Gross profit decreased to $6,626,000 for the three months ended March 31, 1998
from $6,797,000 for the three months ended March 31,1997, a decrease of $171,000
or 2.5%. As a percentage of net sales, gross profit increased to 57.7% in 1998
from 50.6% in 1997. The increase in gross profit percentage in 1998 over 1997 is
due to the majority of the Company's sales mix , or 53.0%, coming from
collectible products sold via direct response. Direct response sales are sales
from catalog mailings and print advertisements ran by the Company. Direct
response sales, as opposed to wholesale, business to business sales, generate
higher margins to the Company as the products are sold at retail prices to
individual consumers.. The remaining net sales from the Company, outside of the
portion contributed by direct response sales, come from wholesale sales. The
Company's gross profit percentage will vary depending on the volume of direct
response sales in any particular quarter. Correspondingly, should the majority
of the Company's sales come from fine and costume jewelry sales in any quarter,
the gross profit percentage of the Company will be lower due to lower historical
margins associated with jewelry production and sales.

ADVERTISING EXPENSE

Advertising expense increased to $2,413,000 for the three months ended March 31,
1998 from $1,577,000 for the three months ended March 31, 1997 due primarily to
the expansion of advertising costs among more collectible brands in 1998 over
1997. The Company in 1998 is expanding the number of products marketed through
the direct response marketing channel. Included in advertising expense are
advertisement printing costs, catalog printing costs, media space in magazines,
infomercial costs, and advertisement development costs.

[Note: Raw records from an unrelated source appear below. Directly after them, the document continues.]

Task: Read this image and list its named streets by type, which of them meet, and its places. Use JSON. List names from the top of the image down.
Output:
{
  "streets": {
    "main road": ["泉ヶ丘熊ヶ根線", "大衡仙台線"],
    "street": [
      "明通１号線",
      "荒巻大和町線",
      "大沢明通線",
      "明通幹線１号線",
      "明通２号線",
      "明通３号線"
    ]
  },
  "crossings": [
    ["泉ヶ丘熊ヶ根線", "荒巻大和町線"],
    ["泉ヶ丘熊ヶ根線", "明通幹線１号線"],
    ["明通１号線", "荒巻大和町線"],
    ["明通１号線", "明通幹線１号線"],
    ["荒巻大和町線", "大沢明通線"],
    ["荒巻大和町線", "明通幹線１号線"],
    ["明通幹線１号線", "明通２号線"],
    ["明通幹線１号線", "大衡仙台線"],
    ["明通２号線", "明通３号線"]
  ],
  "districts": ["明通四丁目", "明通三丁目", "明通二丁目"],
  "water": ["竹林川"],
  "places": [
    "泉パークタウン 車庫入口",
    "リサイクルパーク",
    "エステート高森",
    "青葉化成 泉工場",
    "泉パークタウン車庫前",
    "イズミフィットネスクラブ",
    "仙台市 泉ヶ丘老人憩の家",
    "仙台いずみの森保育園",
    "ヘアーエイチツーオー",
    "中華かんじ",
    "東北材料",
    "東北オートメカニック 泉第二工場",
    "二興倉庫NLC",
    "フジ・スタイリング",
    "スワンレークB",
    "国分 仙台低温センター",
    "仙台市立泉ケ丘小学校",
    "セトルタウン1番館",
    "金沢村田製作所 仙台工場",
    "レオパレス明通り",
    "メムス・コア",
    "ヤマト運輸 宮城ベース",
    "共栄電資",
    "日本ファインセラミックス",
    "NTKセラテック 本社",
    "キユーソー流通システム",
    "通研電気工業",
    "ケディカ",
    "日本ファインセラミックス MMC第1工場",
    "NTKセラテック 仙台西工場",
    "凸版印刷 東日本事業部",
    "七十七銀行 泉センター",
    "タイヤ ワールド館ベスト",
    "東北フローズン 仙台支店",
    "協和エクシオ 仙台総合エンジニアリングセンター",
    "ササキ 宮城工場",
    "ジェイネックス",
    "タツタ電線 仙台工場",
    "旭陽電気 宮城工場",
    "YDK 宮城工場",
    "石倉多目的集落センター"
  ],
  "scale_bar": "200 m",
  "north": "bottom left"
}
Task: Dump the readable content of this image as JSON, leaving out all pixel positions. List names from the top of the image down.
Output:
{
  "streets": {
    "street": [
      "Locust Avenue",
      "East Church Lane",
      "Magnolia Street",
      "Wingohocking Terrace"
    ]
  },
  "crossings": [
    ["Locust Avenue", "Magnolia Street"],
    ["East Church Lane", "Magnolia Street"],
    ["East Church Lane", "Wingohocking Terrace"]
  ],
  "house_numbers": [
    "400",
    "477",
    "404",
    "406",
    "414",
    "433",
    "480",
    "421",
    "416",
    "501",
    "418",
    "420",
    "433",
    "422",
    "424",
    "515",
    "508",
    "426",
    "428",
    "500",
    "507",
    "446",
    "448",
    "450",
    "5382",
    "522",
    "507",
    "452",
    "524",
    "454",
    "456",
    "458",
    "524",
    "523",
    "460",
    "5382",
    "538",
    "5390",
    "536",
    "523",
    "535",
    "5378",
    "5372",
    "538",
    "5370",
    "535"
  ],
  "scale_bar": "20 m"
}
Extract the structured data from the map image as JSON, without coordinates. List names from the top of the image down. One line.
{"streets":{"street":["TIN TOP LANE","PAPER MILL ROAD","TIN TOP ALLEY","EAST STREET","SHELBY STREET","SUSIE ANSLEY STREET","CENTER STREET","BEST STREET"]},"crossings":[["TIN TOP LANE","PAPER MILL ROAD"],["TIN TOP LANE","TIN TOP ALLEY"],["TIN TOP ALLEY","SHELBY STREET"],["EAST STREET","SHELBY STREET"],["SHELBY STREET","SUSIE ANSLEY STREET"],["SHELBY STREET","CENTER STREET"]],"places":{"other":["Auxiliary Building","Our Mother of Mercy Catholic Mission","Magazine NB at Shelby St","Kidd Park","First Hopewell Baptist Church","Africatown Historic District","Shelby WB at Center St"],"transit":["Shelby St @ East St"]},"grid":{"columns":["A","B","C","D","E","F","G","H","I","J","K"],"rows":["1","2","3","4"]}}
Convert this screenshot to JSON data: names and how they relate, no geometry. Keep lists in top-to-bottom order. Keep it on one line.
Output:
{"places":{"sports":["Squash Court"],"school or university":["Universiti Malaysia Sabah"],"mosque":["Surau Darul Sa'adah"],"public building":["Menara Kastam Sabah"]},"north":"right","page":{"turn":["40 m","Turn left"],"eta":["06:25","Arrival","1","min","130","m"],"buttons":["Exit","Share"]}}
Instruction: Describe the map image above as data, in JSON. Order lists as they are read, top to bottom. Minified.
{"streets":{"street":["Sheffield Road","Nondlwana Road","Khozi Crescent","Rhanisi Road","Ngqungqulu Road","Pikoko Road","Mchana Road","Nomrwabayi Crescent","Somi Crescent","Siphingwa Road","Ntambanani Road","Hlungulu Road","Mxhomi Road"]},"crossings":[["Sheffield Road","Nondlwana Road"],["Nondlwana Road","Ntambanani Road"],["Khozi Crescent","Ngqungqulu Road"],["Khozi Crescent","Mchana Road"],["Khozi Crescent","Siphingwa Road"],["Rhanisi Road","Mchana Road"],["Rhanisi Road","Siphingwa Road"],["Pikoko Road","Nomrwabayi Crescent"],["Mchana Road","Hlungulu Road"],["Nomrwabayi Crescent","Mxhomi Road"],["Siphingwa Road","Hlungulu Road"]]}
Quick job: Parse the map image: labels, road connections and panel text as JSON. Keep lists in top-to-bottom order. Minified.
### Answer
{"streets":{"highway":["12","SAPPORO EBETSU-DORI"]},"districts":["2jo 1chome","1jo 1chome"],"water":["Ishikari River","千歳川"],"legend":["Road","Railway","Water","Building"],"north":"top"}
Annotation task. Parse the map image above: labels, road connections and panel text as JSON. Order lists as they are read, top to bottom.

SELLING, GENERAL AND ADMINISTRATIVE EXPENSES

Total selling, general and administrative expenses decreased to $5,771,000 for
the three months ended March 31, 1998 from $6,269,000 for the three months ended
March 31, 1997, a decrease of $498,000 or 7.9%. The percentage of revenues
represented by these expenses increased from 46.6% in 1997 to 50.3%




   13

in 1998, primarily due to the decrease in revenues of $1,959,000 from the
comparative quarter in 1997. The decrease in selling, general and administrative
expenses is primarily attributable to the Company's focus on reducing its fixed,
general and administrative costs of its collectible products division in the
form of payroll reductions and aggressive consolidation of facilities, combined
with improvements in operational efficiencies over the comparative 1997 quarter.

OTHER INCOME (EXPENSE)

Other expense decreased to $17,000 for the three months ended March 31, 1998
from $113,000 for the three months ended March 31, 1997, a decrease of $96,000.

INTEREST INCOME (EXPENSE)

Interest expense decreased to $581,000 for the three months ended March 31, 1998
from $3,093,000 for the three months ended March 31, 1997, a decrease of
$2,512,000, or 81.2%. Of the decrease in interest expense of $2,512,000 in 1998,
$2,490,000 relates to a combination of a restructuring charge and conversion
discounts which occurred in the first quarter of 1997 associated with the
Company's 1996 debenture offering. The remaining decrease of $22,000 of interest
expense related primarily to reductions in the Company's net bank borrowings in
1998.

NET INCOME

As a result of the foregoing factors, net loss decreased to $2,576,000 for the
three months ended March 31, 1998 from a net loss of $3,839,000 for the three
months ended March 31, 1997, a change of $1,263,000.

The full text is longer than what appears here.